Looks like being a child doesn’t hurt, but it’s not going to necessarily save you either! We will finish off our feature engineering by creating the Mother variable. Maybe we can hope that mothers are more likely to have survived on the Titanic.

# Adding Mother variable
full$Mother <- 'Not Mother'
full$Mother[full$Sex == 'female' & full$Parch > 0 & full$Age > 18 & full$Title != 'Miss'] <- 'Mother'

# Show counts
table(full$Mother, full$Survived)
# Finish by factorizing our two new factor variables
full$Child  <- factor(full$Child)
full$Mother <- factor(full$Mother)

All of the variables we care about should be taken care of and there should be no missing data.
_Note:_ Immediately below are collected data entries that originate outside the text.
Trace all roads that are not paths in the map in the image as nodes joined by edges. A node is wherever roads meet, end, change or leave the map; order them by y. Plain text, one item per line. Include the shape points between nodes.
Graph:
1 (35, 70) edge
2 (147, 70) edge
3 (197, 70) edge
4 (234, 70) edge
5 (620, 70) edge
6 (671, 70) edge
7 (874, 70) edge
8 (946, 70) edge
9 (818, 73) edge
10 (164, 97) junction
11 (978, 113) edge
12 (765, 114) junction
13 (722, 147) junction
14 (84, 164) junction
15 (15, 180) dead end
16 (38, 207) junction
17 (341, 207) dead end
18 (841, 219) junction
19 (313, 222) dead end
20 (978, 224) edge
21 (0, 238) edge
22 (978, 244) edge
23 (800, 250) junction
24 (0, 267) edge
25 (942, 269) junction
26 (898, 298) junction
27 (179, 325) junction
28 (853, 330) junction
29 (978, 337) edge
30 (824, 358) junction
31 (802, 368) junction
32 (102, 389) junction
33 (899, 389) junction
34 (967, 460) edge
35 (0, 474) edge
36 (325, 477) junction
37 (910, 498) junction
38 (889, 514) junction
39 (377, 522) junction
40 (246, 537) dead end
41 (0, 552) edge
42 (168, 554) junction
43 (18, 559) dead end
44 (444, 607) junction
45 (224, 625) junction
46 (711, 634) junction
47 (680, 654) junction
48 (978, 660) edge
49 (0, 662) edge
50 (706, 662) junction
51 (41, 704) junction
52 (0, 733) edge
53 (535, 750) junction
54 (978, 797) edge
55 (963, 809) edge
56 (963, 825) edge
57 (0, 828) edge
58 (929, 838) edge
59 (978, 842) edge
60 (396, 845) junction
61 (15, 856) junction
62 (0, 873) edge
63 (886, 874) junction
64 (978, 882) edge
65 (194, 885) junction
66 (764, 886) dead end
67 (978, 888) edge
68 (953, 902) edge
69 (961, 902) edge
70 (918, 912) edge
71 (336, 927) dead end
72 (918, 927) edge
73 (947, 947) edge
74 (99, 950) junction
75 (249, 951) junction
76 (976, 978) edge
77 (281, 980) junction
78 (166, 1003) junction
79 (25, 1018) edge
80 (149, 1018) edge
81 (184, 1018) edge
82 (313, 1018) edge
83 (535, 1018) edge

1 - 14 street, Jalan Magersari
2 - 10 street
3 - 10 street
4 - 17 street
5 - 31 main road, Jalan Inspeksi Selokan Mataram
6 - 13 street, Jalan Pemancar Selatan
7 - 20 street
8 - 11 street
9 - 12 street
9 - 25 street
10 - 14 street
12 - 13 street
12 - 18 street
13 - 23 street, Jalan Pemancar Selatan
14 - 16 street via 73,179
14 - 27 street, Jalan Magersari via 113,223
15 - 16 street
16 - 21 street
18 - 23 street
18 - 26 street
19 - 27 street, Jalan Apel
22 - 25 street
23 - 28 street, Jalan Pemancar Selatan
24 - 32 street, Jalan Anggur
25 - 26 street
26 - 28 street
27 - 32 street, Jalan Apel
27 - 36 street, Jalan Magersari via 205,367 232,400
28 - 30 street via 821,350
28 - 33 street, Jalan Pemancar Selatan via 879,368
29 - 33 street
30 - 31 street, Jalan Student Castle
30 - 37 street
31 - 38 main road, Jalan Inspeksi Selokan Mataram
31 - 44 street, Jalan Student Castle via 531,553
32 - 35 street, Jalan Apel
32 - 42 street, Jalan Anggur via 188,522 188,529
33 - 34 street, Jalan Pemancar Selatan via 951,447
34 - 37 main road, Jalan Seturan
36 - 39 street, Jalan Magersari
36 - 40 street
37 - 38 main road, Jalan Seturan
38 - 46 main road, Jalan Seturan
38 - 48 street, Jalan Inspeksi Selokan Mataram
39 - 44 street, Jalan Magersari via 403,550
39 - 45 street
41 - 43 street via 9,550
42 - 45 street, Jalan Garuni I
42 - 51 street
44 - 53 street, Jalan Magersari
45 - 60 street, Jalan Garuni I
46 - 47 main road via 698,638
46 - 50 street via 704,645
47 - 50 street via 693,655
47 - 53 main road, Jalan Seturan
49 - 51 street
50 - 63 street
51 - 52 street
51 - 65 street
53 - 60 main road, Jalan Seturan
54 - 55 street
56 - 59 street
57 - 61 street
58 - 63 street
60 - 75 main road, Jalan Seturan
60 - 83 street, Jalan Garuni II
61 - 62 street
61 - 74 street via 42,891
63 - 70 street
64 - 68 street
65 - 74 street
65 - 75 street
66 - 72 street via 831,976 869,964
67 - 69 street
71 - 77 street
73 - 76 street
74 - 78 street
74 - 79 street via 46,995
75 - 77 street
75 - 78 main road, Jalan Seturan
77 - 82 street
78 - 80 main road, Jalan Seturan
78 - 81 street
I’m going to double check just to be sure:

md.pattern(full)

Wow! We have finally finished treating all of the relevant missing values in the Titanic dataset which has included some fancy imputation with mice. We have also successfully created several new variables which we hope will help us build a model which reliably predicts survival.

At last we’re ready to predict who survives among passengers of the Titanic based on variables that we carefully curated and treated for missing values. For this, we will rely on the randomForest classification algorithm; we spent all that time on imputation, after all.

Split into trianing and test data sets

# Split the data back into a train set and a test set
train <- full[1:891,]
test <- full[892:1309,]

Building model

# Set a random seed
set.seed(754)

# Build the model (note: not all possible variables are used)
rf_model <- randomForest(factor(Survived) ~ Pclass + Sex + Age + SibSp + Parch + 
                                            Fare + Embarked + Title + 
                                            FsizeD + Child + Mother,
                                            data = train)

# Show model error
plot(rf_model, ylim=c(0,0.36))
legend('topright', colnames(rf_model$err.rate), col=1:3, fill=1:3)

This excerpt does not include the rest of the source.